───── WORKING DATA
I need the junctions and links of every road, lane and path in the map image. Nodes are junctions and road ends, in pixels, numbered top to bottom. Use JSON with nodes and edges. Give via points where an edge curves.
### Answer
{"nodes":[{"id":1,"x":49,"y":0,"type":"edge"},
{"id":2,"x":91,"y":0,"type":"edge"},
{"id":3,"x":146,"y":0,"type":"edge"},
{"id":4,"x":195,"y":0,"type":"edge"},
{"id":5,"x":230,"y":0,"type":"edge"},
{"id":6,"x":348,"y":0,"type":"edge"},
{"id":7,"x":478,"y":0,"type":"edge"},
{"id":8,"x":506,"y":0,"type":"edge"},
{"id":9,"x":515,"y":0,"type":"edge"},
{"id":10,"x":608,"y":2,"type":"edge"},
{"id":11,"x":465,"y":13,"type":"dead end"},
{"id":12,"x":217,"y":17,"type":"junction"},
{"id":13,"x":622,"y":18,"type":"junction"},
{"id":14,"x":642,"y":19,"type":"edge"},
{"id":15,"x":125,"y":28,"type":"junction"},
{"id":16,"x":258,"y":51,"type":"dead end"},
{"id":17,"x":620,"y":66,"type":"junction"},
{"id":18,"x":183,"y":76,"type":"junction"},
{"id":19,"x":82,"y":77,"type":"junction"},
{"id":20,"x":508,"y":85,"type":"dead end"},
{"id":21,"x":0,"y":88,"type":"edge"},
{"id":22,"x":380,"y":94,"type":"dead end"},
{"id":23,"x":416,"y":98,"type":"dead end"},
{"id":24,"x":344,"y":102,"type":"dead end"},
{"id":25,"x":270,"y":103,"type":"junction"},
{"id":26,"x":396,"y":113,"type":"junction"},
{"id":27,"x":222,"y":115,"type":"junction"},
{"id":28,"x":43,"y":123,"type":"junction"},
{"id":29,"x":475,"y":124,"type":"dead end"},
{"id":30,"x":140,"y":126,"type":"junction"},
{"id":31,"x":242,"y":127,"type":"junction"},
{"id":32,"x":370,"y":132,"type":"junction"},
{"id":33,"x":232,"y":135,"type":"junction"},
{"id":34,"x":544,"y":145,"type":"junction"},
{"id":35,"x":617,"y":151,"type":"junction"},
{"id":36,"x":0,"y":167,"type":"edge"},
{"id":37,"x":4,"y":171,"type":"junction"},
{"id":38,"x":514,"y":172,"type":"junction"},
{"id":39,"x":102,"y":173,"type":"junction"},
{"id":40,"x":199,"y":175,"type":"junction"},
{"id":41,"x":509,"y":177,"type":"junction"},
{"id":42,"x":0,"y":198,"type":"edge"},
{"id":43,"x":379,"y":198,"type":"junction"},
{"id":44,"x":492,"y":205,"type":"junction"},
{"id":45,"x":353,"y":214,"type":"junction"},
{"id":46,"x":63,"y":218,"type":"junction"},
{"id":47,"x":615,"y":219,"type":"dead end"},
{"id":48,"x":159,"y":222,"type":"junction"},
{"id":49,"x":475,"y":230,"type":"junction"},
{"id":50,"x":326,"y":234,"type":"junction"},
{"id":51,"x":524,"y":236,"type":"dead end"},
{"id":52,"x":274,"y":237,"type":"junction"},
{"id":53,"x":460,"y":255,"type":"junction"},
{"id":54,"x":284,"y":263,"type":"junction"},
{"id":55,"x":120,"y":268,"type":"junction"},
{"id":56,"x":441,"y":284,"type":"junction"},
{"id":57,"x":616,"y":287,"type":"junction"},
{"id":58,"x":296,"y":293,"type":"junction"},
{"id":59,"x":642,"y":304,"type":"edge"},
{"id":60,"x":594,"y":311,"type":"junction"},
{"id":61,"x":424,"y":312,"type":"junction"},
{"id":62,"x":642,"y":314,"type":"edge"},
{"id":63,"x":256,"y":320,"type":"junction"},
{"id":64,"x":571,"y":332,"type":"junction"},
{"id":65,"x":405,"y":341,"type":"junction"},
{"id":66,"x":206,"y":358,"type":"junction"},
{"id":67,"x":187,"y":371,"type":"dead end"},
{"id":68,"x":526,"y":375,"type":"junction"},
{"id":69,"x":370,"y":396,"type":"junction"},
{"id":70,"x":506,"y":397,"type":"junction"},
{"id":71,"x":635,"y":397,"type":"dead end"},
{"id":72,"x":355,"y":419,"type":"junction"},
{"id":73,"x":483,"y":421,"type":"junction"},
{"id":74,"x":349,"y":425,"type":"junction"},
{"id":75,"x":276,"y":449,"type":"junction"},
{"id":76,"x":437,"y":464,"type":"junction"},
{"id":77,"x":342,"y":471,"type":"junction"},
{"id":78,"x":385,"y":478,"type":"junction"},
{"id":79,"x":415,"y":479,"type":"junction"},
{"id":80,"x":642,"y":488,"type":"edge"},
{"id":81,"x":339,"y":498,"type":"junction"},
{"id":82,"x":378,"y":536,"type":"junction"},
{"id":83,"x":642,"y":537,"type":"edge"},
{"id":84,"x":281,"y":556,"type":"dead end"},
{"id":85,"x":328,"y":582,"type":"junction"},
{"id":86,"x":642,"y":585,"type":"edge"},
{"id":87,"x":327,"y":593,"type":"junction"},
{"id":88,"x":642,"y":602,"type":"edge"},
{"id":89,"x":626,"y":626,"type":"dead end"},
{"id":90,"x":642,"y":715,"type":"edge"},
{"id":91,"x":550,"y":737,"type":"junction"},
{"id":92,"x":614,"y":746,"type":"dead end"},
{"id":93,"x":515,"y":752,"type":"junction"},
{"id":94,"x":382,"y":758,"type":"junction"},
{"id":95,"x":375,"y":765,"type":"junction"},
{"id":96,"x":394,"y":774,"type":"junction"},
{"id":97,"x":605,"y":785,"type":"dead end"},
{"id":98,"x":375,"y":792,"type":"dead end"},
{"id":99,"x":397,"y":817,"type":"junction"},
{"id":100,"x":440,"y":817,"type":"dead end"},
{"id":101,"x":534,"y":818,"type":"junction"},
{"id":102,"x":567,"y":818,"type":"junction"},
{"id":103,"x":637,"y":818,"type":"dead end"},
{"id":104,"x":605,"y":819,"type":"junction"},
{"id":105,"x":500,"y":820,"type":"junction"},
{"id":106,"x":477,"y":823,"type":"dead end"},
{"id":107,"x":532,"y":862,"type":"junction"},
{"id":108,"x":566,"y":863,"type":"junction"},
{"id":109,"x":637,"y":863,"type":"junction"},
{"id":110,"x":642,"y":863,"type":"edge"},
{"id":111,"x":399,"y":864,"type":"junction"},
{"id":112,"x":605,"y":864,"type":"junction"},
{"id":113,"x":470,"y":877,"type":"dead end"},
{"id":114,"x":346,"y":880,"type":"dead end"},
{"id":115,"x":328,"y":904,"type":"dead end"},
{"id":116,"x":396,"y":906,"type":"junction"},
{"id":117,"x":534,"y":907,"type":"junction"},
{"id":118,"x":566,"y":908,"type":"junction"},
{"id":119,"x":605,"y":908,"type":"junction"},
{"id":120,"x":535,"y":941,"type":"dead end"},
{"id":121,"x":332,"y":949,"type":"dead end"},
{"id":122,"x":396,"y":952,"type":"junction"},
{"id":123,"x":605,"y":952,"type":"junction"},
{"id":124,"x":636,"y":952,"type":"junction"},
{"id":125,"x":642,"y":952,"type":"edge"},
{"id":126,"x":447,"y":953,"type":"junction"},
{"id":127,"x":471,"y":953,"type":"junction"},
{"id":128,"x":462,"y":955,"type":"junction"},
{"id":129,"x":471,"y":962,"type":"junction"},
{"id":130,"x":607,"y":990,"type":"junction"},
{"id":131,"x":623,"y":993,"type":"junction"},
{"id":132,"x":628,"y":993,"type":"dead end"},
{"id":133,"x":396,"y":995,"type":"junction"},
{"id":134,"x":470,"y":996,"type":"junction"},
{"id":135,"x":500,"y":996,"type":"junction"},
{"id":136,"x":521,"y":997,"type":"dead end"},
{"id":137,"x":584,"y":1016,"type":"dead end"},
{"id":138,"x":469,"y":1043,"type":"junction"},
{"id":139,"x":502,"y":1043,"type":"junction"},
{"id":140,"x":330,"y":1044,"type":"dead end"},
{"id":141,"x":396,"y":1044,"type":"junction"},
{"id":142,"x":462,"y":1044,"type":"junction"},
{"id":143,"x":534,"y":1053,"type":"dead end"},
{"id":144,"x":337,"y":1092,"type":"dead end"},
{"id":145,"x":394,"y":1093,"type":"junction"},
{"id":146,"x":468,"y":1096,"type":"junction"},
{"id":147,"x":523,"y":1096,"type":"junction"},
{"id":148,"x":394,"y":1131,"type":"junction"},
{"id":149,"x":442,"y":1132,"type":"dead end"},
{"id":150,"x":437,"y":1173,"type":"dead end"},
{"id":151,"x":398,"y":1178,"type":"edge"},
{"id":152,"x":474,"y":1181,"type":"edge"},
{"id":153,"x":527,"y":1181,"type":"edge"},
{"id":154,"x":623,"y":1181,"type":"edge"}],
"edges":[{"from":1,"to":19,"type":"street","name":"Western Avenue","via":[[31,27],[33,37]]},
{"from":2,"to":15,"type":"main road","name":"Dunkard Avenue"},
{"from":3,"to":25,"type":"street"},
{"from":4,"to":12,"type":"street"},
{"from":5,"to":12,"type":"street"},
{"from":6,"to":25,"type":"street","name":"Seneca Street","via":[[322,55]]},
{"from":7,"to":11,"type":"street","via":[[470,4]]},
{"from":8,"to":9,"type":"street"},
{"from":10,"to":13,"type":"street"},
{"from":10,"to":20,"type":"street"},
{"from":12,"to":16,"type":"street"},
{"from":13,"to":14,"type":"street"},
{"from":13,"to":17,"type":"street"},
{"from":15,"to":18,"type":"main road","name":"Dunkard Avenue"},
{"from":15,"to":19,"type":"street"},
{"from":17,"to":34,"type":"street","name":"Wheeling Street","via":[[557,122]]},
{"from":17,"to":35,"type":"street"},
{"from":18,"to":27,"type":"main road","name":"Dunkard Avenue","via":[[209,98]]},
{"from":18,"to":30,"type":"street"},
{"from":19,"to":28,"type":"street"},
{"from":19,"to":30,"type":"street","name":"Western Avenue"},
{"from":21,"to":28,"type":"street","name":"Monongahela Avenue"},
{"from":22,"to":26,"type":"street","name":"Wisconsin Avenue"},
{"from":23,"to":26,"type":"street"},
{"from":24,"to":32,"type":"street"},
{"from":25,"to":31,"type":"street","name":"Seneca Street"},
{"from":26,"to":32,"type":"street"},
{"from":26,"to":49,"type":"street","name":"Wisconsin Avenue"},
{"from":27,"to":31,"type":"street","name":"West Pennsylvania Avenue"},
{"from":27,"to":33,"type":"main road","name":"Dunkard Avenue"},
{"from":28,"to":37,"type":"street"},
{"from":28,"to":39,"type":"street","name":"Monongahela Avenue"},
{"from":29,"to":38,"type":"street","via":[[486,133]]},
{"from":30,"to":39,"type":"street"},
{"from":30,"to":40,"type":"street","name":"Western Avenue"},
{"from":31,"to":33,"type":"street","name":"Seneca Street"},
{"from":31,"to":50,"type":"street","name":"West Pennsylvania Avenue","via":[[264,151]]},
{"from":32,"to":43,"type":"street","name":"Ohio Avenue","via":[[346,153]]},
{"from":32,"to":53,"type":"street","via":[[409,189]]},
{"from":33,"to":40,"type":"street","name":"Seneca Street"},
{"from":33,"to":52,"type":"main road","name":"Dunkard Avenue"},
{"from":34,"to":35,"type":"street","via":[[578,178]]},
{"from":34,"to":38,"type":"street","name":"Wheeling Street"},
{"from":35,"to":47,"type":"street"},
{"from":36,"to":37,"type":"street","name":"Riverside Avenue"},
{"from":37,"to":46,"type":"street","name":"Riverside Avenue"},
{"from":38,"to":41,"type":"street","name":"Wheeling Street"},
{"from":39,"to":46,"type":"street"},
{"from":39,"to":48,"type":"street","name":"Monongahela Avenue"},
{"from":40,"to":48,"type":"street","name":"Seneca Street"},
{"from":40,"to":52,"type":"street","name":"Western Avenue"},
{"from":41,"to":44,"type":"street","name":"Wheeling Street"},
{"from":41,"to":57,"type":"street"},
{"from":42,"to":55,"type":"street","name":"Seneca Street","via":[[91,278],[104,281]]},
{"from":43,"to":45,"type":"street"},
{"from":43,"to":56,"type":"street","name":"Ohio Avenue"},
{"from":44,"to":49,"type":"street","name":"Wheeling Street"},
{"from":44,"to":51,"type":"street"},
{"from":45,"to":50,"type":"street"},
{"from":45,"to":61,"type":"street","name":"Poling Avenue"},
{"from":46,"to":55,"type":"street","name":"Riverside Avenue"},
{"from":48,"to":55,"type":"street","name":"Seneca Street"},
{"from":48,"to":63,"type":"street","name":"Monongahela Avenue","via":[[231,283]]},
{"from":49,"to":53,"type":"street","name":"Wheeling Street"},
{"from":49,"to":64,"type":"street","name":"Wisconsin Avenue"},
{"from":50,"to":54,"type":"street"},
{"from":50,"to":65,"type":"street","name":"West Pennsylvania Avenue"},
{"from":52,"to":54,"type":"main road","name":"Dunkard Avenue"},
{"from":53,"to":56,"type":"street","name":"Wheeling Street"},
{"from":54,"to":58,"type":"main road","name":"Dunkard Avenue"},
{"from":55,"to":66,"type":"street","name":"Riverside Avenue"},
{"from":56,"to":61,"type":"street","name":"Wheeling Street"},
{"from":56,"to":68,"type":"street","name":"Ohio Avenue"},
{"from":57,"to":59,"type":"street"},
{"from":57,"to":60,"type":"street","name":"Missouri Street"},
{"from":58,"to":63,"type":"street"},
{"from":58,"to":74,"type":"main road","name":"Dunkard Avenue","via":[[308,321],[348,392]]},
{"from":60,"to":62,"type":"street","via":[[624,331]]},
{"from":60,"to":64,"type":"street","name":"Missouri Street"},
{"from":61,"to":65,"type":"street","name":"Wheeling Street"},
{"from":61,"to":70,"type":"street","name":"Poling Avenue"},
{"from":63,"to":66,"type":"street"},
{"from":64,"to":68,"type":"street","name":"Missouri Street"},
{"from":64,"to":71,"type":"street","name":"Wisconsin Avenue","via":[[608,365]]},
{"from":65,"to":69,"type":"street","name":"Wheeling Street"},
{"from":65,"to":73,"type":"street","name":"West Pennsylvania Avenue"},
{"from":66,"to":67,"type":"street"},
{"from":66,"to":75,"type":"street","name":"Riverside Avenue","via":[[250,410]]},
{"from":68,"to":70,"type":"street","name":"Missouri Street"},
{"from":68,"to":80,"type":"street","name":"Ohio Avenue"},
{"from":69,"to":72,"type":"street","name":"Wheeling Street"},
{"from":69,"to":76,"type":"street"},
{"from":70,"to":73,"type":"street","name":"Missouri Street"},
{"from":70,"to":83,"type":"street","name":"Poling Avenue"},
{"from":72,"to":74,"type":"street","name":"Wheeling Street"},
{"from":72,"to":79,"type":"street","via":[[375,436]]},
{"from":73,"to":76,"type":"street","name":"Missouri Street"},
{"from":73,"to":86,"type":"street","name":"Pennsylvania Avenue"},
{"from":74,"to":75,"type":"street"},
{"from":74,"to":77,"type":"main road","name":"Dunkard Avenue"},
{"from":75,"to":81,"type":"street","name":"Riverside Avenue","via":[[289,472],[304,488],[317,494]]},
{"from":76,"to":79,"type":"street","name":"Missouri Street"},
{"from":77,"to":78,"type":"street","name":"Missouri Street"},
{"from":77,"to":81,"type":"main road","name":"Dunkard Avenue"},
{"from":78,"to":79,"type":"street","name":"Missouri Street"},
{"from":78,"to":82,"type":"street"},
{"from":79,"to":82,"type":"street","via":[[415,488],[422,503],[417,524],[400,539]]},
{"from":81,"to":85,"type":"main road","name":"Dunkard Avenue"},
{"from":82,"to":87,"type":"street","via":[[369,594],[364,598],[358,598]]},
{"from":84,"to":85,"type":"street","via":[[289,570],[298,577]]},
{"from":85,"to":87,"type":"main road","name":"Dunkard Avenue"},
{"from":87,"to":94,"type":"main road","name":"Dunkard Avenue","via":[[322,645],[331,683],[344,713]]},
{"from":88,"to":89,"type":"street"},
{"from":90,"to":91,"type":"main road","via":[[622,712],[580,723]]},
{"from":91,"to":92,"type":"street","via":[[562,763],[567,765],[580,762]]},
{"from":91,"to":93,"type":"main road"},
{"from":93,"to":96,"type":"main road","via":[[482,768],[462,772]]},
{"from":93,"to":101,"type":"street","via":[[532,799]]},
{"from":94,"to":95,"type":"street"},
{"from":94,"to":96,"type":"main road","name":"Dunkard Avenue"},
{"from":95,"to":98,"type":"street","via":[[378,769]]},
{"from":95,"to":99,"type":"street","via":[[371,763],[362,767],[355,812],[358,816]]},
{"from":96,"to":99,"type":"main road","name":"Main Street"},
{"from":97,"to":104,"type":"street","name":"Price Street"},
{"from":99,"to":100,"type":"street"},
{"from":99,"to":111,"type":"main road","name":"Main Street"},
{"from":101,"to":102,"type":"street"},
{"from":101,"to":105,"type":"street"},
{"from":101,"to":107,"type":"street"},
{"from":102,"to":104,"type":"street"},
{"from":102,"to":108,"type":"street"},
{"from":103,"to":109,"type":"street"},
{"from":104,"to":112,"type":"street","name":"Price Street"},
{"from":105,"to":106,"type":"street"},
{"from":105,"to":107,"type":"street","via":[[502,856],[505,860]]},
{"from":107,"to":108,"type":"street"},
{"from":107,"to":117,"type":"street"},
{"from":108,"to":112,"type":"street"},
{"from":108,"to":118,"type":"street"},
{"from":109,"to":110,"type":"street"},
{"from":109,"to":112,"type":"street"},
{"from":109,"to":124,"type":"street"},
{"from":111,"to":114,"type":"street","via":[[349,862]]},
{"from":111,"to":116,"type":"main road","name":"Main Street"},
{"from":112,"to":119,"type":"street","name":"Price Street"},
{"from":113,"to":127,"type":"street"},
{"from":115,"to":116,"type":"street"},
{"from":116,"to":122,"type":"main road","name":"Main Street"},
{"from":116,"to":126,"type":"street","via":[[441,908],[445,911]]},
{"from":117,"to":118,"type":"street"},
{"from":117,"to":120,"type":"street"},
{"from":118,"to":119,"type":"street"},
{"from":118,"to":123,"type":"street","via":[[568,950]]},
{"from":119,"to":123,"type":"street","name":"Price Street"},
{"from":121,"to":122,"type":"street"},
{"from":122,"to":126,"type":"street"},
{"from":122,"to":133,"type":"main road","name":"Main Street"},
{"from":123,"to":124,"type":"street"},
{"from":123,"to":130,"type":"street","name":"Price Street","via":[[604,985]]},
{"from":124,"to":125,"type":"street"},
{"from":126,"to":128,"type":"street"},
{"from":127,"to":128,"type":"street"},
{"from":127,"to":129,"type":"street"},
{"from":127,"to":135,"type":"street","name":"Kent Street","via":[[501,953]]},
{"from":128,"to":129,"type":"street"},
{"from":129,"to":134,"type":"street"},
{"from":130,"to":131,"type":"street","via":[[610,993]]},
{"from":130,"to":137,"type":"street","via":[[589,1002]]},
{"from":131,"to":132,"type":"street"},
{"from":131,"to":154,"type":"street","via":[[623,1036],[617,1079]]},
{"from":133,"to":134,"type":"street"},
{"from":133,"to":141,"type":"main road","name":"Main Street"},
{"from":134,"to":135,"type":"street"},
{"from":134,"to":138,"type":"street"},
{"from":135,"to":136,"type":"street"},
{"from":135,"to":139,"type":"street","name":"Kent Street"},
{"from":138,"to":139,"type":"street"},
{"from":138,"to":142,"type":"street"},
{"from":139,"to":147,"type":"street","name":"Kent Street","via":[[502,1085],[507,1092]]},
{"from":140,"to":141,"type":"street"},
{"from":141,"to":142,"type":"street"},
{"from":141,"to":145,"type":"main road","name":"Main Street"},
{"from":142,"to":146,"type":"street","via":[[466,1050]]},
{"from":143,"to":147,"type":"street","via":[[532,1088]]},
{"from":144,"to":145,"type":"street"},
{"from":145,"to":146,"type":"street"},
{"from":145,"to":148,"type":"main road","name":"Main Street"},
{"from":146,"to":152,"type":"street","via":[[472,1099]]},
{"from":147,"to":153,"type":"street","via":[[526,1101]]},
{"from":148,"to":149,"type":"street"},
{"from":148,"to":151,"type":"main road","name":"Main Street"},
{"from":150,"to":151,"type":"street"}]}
──────────
- DIRECTIONS
Locate and copy each line in the data above that includes the word "Ohio".

- YOUR RESPONSE
{"from":32,"to":43,"type":"street","name":"Ohio Avenue","via":[[346,153]]},
{"from":43,"to":56,"type":"street","name":"Ohio Avenue"},
{"from":56,"to":68,"type":"street","name":"Ohio Avenue"},
{"from":68,"to":80,"type":"street","name":"Ohio Avenue"},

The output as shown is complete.